If you’re a sustainability manager, it’s a given that you have a deep personal commitment to driving green house gas and carbon reduction within your company. Many companies think they should ramp up their environmental efforts, but it’s not until they see a strong business case that they make a full commitment to sustainability management and the integration of sustainable practices within their business-critical operations.

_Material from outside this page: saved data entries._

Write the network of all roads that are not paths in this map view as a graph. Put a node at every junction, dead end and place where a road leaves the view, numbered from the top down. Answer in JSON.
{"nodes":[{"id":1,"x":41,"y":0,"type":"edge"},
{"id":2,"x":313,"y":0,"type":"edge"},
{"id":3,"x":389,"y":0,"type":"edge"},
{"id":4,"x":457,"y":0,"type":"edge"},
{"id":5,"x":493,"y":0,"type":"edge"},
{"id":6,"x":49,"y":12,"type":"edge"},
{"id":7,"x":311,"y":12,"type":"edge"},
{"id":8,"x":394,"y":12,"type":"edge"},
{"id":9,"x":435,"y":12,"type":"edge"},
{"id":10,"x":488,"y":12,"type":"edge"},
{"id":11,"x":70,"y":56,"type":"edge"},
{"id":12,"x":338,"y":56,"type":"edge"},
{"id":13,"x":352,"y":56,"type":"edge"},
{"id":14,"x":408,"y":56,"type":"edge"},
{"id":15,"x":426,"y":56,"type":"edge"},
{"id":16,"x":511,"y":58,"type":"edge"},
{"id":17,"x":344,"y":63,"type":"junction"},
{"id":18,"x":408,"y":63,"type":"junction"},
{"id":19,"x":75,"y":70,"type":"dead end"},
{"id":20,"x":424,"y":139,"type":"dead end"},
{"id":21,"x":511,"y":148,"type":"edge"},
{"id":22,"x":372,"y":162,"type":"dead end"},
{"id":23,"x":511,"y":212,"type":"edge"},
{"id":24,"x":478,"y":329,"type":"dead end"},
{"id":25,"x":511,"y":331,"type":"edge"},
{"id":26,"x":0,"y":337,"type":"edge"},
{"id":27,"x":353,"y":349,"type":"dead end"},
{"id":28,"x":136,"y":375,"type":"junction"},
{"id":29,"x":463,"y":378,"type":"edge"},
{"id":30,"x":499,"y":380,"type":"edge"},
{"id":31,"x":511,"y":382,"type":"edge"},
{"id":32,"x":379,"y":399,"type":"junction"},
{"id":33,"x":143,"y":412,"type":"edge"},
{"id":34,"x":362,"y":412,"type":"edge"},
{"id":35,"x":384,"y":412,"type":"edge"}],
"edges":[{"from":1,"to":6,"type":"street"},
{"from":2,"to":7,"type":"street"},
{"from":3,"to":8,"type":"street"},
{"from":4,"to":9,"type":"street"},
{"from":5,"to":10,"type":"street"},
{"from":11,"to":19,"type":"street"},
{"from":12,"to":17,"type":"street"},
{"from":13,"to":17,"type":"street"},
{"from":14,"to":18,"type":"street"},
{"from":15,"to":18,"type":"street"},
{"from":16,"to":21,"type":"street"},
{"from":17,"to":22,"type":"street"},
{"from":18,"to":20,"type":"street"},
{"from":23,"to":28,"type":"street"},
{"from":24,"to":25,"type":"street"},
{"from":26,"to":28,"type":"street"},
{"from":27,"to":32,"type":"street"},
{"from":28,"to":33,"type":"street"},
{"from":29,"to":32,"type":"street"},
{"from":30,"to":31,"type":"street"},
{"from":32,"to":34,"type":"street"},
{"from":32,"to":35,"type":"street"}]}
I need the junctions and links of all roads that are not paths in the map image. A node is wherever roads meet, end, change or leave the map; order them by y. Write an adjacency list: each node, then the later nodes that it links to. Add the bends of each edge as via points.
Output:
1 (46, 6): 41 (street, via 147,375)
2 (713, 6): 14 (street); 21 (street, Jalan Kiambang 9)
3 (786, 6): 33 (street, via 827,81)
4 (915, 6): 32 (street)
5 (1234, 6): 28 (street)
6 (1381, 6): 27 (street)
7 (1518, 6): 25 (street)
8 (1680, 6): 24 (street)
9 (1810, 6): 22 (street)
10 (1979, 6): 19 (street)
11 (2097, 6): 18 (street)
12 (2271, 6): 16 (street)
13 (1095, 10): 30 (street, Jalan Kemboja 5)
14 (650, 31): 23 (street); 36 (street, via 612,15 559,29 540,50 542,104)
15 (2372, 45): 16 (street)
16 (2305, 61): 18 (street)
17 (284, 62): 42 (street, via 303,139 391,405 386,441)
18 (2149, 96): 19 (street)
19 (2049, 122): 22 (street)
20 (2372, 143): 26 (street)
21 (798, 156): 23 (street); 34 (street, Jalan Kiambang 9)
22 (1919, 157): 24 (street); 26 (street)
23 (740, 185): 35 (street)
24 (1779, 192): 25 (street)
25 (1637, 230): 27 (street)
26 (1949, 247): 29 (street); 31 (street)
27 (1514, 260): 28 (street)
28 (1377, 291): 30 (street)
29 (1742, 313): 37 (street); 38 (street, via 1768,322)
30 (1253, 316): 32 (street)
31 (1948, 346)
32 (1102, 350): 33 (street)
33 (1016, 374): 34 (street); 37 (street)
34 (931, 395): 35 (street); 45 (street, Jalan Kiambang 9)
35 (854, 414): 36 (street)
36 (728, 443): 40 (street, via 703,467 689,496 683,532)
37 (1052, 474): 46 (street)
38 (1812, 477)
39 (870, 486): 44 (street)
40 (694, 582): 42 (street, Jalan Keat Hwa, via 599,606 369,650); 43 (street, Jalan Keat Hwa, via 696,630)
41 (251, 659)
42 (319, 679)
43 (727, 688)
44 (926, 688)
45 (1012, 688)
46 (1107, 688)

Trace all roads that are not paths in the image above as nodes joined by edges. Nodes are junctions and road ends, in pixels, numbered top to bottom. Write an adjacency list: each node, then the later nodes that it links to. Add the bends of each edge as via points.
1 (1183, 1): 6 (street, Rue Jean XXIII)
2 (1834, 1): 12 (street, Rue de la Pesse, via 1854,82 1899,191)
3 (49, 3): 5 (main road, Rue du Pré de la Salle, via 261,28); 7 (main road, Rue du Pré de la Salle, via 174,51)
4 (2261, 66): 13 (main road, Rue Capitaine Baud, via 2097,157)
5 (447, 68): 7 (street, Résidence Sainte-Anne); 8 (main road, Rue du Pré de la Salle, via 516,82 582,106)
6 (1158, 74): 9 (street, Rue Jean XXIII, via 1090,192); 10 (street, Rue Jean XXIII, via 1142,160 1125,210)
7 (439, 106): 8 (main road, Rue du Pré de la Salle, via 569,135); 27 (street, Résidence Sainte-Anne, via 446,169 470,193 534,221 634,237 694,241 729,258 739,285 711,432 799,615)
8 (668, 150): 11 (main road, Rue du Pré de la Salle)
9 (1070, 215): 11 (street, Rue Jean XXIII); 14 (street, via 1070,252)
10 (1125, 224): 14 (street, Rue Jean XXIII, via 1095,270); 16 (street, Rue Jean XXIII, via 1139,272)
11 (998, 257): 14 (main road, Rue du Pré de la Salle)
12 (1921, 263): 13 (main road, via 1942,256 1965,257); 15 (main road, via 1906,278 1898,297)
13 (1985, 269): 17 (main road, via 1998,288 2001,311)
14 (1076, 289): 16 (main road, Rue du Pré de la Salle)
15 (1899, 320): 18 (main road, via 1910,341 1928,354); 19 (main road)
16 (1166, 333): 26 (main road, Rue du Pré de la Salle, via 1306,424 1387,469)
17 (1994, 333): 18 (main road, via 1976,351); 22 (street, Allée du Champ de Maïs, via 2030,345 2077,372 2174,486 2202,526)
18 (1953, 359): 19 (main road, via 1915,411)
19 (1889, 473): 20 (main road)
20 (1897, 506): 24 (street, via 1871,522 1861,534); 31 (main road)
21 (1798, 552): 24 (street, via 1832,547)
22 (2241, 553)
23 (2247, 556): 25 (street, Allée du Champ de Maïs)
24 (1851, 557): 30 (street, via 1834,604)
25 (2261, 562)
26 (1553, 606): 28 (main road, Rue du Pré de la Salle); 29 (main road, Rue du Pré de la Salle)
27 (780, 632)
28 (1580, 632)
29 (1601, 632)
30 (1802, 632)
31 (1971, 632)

The MIT Sloan Management Review recently published a report, “Sustainability Reaches the Tipping Point”, highlighting the characteristics of companies that are turning their sustainable business practices into profitability. The article’s authors call these companies “Harvesters.” While other companies may display a strong commitment to sustainable business practices, Harvester companies are actually reaping the benefits of sustainability management and sustainable business practices in the form of increased profits. Compared to other companies, Harvesters are
  • Three times more likely to have declared the business case for sustainability
  • More than twice as likely to have linked sustainability to both company and individual workers’ key performance indicators (KPIs)
  • Twice as likely to have a separate sustainability reporting process

While many companies and other organizations focus on sustainability primarily to boost their reputation, the Harvester companies focus on “increased competitive advantage, better innovation, access to new markets and increased margins or margin share.” In other words, these companies think of sustainability as something that makes them better at business, not just something that makes them look good.